# WORK ORDER
Return the lines below in which the string "roads" occurs.

# DATA TO PROCESS

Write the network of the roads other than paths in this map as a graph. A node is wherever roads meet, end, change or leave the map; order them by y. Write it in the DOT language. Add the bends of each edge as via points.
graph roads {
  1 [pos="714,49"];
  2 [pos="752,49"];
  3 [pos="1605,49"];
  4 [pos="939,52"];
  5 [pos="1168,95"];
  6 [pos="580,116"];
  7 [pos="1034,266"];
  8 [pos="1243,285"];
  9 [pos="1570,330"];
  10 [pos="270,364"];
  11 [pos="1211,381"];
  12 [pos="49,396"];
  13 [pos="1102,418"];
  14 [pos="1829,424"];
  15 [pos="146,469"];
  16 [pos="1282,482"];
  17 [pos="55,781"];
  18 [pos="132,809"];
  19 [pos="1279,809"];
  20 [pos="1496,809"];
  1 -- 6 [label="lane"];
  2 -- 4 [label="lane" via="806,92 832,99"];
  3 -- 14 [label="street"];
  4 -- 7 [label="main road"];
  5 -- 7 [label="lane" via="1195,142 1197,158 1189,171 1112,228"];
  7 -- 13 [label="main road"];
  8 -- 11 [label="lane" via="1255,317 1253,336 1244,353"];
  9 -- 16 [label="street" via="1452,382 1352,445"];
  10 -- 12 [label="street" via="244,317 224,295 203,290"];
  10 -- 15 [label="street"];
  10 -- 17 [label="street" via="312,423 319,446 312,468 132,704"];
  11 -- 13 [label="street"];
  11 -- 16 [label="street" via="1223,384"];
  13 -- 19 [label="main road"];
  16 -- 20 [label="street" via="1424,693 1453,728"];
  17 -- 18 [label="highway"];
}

==

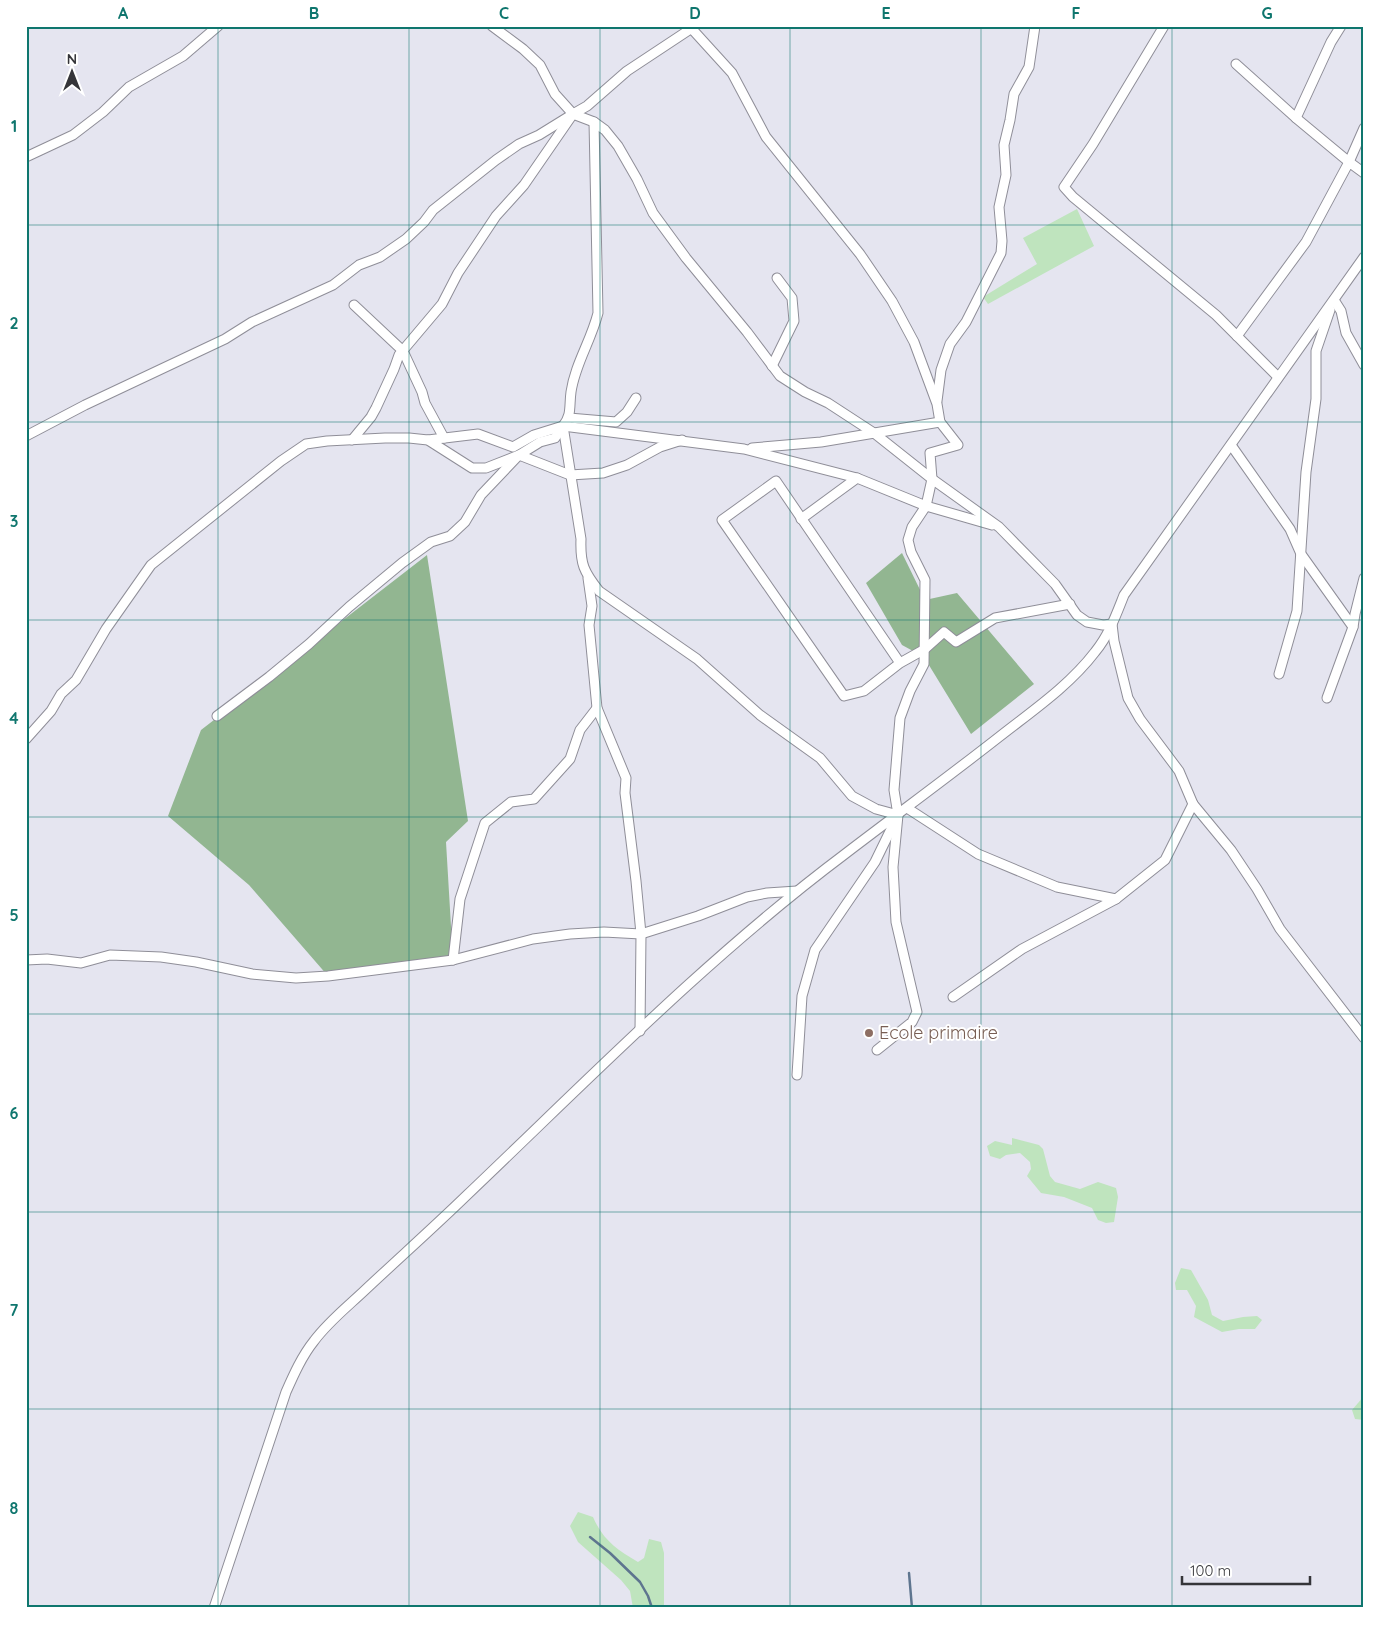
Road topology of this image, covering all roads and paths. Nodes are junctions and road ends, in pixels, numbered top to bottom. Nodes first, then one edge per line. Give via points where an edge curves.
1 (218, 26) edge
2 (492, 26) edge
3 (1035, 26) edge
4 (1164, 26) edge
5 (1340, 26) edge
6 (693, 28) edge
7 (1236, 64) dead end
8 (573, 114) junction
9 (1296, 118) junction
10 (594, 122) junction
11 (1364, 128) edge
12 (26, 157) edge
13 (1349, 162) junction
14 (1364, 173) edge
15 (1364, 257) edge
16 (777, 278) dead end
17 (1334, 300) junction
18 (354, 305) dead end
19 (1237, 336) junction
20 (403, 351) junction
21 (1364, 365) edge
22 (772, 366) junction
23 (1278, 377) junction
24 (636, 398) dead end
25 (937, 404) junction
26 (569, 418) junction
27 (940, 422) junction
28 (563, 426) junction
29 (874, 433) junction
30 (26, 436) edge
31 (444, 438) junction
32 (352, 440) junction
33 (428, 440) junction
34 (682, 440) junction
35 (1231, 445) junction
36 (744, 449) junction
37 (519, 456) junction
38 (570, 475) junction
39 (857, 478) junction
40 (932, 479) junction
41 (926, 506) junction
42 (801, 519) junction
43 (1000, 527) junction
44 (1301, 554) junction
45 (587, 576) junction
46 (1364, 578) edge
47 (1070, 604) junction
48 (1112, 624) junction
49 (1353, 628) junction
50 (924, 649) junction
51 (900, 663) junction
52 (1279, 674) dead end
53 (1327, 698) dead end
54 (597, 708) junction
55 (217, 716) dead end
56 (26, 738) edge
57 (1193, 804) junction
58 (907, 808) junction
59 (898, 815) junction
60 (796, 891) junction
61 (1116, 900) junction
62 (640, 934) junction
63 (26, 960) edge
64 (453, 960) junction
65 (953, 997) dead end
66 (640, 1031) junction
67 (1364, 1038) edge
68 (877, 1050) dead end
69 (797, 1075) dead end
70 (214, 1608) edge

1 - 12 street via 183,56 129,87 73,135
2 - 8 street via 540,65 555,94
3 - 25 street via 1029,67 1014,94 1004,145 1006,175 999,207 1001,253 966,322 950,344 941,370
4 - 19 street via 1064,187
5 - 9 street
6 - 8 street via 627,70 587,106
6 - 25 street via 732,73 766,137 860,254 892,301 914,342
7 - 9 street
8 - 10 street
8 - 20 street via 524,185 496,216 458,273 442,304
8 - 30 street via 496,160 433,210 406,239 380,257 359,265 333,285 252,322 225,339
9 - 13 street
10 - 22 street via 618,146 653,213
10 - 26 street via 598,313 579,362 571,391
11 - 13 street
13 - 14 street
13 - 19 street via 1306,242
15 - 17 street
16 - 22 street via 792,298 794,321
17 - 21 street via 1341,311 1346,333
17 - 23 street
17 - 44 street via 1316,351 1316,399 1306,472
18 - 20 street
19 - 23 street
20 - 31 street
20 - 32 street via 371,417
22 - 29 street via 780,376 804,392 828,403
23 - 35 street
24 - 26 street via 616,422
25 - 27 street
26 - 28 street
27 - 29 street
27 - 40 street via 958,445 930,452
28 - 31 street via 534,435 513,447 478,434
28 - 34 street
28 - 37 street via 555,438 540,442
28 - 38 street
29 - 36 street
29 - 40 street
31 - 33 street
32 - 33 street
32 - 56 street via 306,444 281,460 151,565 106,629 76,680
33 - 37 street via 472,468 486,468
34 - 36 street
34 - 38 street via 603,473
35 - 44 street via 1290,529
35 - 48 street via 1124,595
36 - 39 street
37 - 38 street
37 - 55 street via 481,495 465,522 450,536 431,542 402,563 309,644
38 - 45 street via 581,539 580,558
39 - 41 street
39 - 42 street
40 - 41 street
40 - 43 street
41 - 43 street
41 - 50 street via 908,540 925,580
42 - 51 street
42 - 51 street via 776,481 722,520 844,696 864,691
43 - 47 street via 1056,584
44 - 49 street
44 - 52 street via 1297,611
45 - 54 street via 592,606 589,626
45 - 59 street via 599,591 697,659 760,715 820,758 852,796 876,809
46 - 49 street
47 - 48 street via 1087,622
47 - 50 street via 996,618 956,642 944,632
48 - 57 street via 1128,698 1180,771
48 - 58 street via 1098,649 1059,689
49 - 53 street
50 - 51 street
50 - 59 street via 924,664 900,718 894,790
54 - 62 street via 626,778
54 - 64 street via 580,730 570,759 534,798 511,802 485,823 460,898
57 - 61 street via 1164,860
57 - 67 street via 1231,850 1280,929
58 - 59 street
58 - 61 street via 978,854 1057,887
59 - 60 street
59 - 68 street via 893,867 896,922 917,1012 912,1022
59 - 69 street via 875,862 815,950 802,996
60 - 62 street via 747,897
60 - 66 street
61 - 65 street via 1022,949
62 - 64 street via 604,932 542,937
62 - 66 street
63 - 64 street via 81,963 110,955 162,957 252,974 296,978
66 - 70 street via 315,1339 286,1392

# TASK RESULT
Write the network of the roads other than paths in this map as a graph. A node is wherever roads meet, end, change or leave the map; order them by y. Write it in the DOT language. Add the bends of each edge as via points.
graph roads {
Road topology of this image, covering all roads and paths. Nodes are junctions and road ends, in pixels, numbered top to bottom. Nodes first, then one edge per line. Give via points where an edge curves.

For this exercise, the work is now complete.